Сообщения второго типа — это те изменения в форме жизни человека, которые порождают сами средства сообщения и которые  возникают под влиянием материальных характеристик средств сообщения. Новая предметная среда, построенная из нового материала носителя сообщения, изменяет конфигурацию жизненного пространства человека, а тем самым и содержание его жизни. Но в этом случае содержание, которое утверждается в жизни, не существует на уровне представлений или понятий, а дано как сама организация реальных действий человека. «Воздействие технологии происходит не на уровне мнений или понятий, — пишет Маклюэн, — оно меняет чувственные пропорции, или образцы восприятия, последовательно и без сопротивления»[4]. Истина сообщений средств передачи — та реальность, которая возникает благодаря их функционированию и действию. Печать в шестнадцатом веке породила индивидуализм и национализм,  автомобиль покончил с сельской местностью и заменил ее новым ландшафтом, в котором автомобиль стал чем-то вроде скаковой лошади, электрические средства коммуникации ведут к созданию своего рода органической взаимозависимости между всеми институтами общества и т. д.[5]. В этом случае между медиа и реальностью нет различия. Медиа и есть реальность человека, так как эта реальность есть посредник сначала между человеком и природой, а затем и между людьми, сообществами, институциями и т. п.

В отличие от сообщений, которые продуцируются самими средствами передачи, сообщения первого типа несут в себе информацию, это текстовые сообщения.

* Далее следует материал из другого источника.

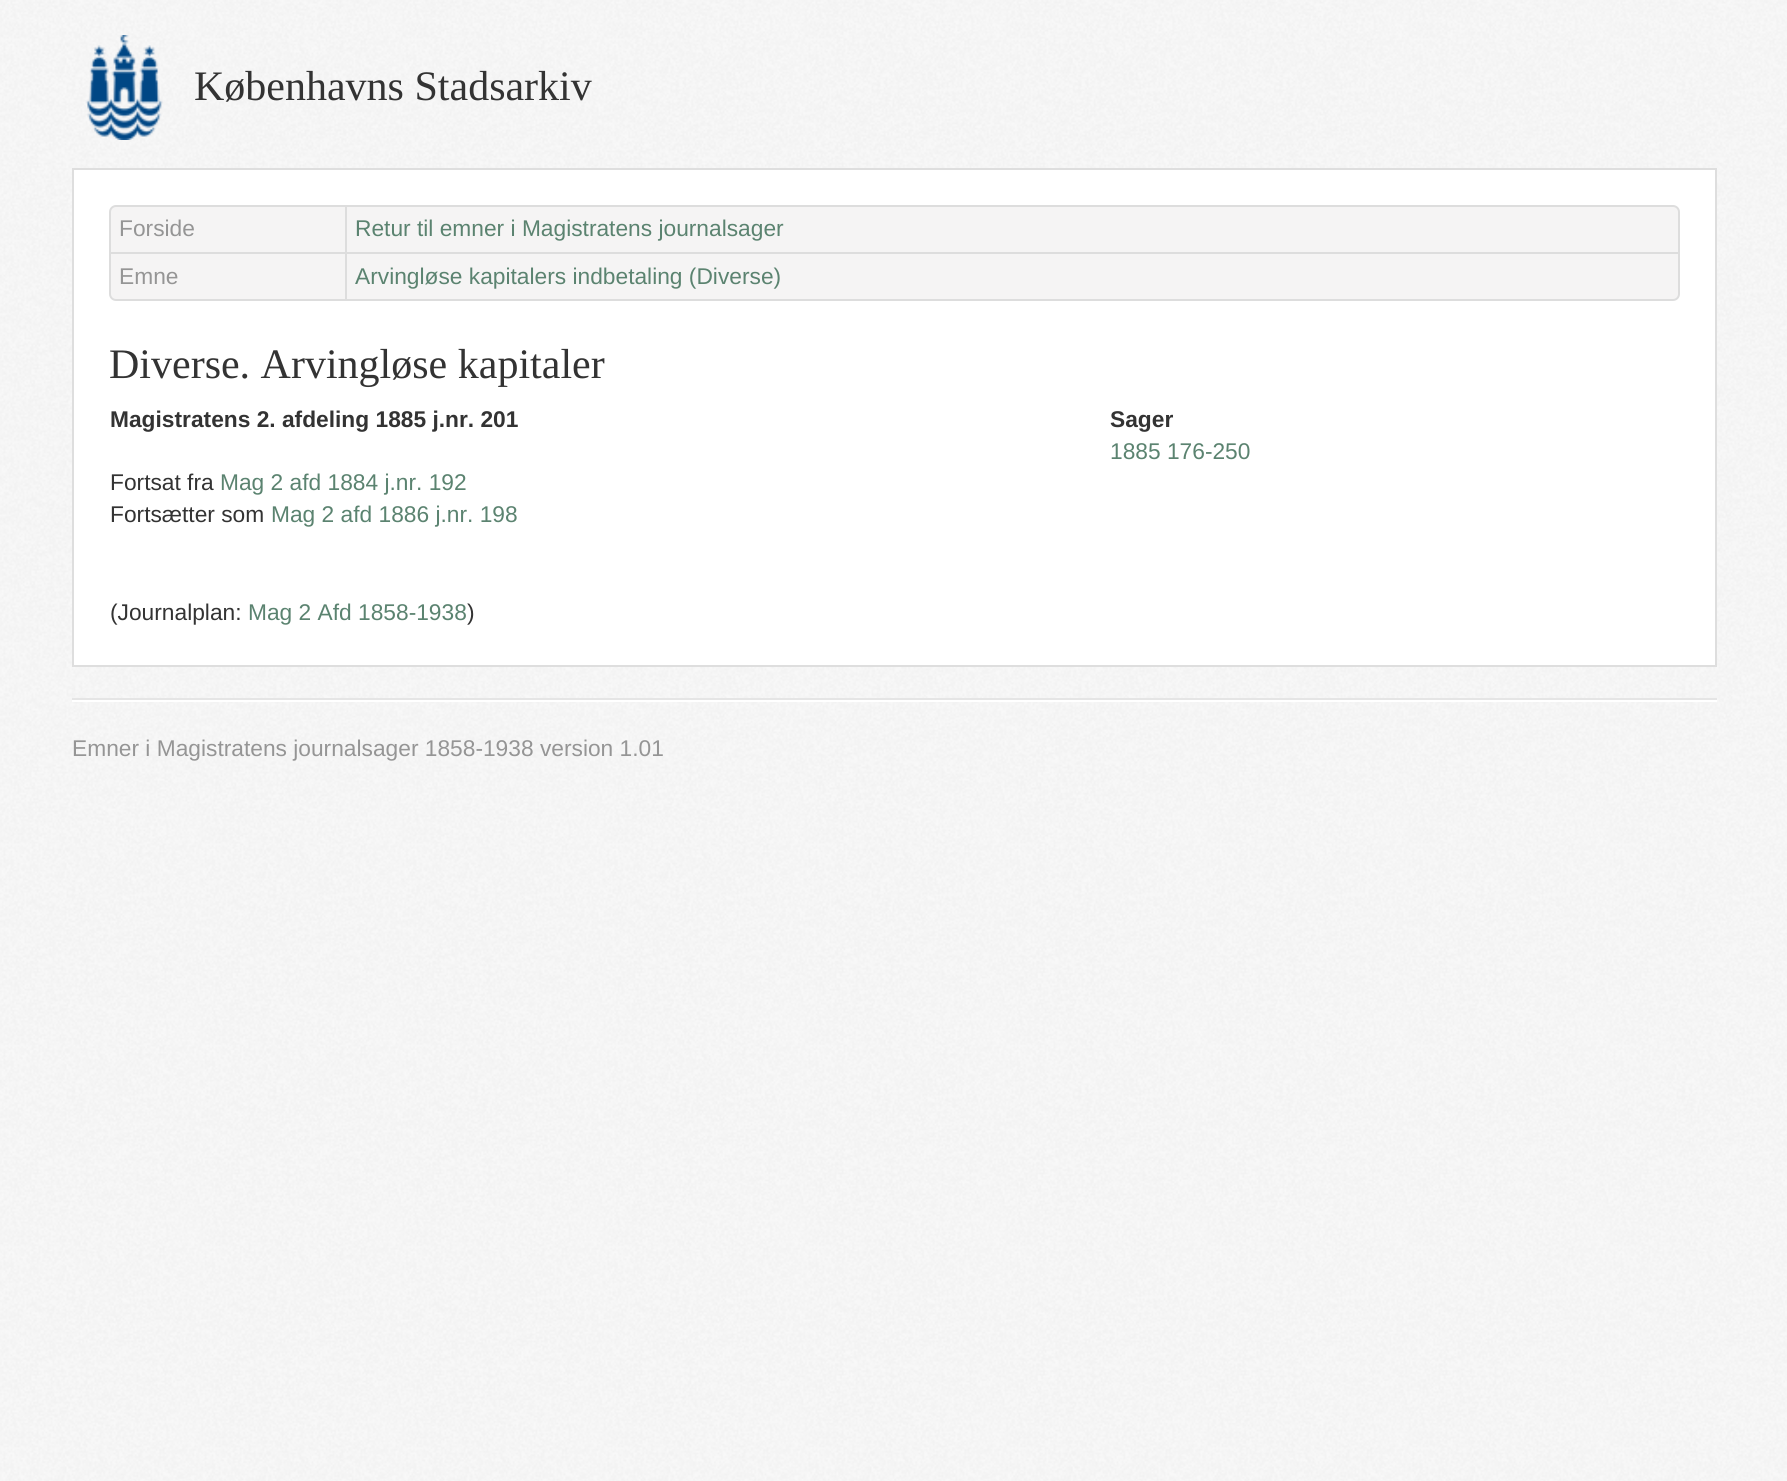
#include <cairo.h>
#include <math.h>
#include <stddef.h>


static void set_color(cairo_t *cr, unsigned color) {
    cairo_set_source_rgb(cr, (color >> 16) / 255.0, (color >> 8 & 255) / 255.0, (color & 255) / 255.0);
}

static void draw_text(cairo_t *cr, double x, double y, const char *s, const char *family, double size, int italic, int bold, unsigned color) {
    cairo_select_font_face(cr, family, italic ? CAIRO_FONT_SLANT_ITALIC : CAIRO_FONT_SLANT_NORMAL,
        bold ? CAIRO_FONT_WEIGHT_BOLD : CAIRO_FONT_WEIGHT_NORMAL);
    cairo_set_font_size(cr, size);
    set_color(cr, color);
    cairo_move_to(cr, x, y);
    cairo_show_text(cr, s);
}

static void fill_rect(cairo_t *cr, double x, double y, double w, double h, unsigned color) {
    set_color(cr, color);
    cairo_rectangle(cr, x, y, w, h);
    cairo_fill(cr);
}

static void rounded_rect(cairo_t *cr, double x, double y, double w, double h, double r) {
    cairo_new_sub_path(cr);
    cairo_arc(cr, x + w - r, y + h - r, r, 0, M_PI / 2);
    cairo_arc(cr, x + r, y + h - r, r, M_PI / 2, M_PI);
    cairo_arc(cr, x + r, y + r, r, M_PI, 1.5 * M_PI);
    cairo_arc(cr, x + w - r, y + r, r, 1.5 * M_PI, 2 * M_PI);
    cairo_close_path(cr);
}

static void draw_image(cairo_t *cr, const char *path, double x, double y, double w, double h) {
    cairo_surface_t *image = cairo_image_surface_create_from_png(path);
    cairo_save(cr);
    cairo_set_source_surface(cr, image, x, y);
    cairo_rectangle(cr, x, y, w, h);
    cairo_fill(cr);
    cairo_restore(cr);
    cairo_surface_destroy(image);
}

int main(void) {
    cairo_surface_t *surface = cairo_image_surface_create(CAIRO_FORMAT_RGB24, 1787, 1481);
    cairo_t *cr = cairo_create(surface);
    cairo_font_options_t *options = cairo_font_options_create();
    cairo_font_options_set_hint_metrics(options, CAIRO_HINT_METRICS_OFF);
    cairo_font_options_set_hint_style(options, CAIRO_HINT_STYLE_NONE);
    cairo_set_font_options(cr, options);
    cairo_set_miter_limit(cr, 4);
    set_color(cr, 0xFFFFFF);
    cairo_paint(cr);
    draw_image(cr, "assets/img1.png", 0, 0, 1787, 1481);
    draw_image(cr, "assets/img2.png", 85, 35, 78, 105);
    draw_text(cr, 194, 100, "Københavns Stadsarkiv", "Liberation Serif", 42, 0, 0, 0x333333);
    set_color(cr, 0xFFFFFF);
    cairo_rectangle(cr, 73, 169, 1643, 497);
    cairo_fill_preserve(cr);
    set_color(cr, 0xDEDEDE);
    cairo_stroke(cr);
    set_color(cr, 0xF5F4F4);
    rounded_rect(cr, 110, 206, 1569, 94, 6);
    cairo_fill_preserve(cr);
    set_color(cr, 0xDDDDDD);
    cairo_stroke(cr);
    draw_text(cr, 119, 236, "Forside", "Liberation Sans", 22.75, 0, 0, 0x959595);
    fill_rect(cr, 345, 207, 2, 45, 0xDDDDDD);
    draw_text(cr, 355, 236, "Retur til emner i Magistratens journalsager", "Liberation Sans", 22.75, 0, 0, 0x5B8370);
    fill_rect(cr, 110, 252, 1568, 2, 0xDDDDDD);
    draw_text(cr, 119, 284, "Emne", "Liberation Sans", 22.75, 0, 0, 0x959595);
    fill_rect(cr, 345, 252, 2, 47, 0xDDDDDD);
    draw_text(cr, 355, 284, "Arvingløse kapitalers indbetaling (Diverse)", "Liberation Sans", 22.75, 0, 0, 0x5B8370);
    draw_text(cr, 109, 378, "Diverse. Arvingløse kapitaler", "Liberation Serif", 42, 0, 0, 0x333333);
    draw_text(cr, 110, 427, "Magistratens 2. afdeling 1885 j.nr. 201", "Liberation Sans", 22.75, 0, 1, 0x333333);
    draw_text(cr, 110, 490, "Fortsat fra", "Liberation Sans", 22.75, 0, 0, 0x333333);
    draw_text(cr, 220, 490, "Mag 2 afd 1884 j.nr. 192", "Liberation Sans", 22.75, 0, 0, 0x5B8370);
    draw_text(cr, 110, 522, "Fortsætter som", "Liberation Sans", 22.75, 0, 0, 0x333333);
    draw_text(cr, 271, 522, "Mag 2 afd 1886 j.nr. 198", "Liberation Sans", 22.75, 0, 0, 0x5B8370);
    draw_text(cr, 1110, 427, "Sager", "Liberation Sans", 22.75, 0, 1, 0x333333);
    draw_text(cr, 1110, 459, "1885 176-250", "Liberation Sans", 22.75, 0, 0, 0x5B8370);
    draw_text(cr, 110, 620, "(Journalplan:", "Liberation Sans", 22.75, 0, 0, 0x333333);
    draw_text(cr, 248, 620, "Mag 2 Afd 1858-1938", "Liberation Sans", 22.75, 0, 0, 0x5B8370);
    draw_text(cr, 467, 620, ")", "Liberation Sans", 22.75, 0, 0, 0x333333);
    fill_rect(cr, 72, 698, 1645, 2, 0xE5E5E5);
    fill_rect(cr, 72, 700, 1645, 2, 0xFFFFFF);
    draw_text(cr, 72, 756, "Emner i Magistratens journalsager 1858-1938 version 1.01", "Liberation Sans", 22.75, 0, 0, 0x959595);
    cairo_surface_write_to_png(surface, "output.png");
    cairo_font_options_destroy(options);
    cairo_destroy(cr);
    cairo_surface_destroy(surface);
    return 0;
}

Именно эти сообщения до Маклюэна и рассматривались как сообщения, так как они и нацелены только на то, чтобы сообщить некое представление о действительности, а тем самым и побудить к определенному действию. Маклюэн этот тип сообщений практически не анализирует, а между тем именно эти сообщения и составляют тот мир медиа, который и мыслится в обществе как сфера коммуникации.

Реальность данных медиа (медиа текстовых сообщений) двойственна. Во-первых, как текстовые сообщения данные медиа представлены определенными знаковыми системами, реальность которых обеспечивает возможность текстового сообщения. Во-вторых, текстовые сообщения создают с помощью данных знаковых средств картину действительности. В этом случае реальная сила медиа, их реальность в том, насколько эта картина укоренится в действительности, насколько она войдет в реальность. Истина сообщений, несущих информацию (истина любого текста), в способности этой информации модифицировать реальность. А это возможно при условии, чтобы, во-первых, текстовое сообщение могло быть понято, во-вторых, чтобы его содержание (смысл) могло быть принято.

И то, и другое имеет фундаментальные основания. Эти основания — в онтологической природе самого содержания сообщения.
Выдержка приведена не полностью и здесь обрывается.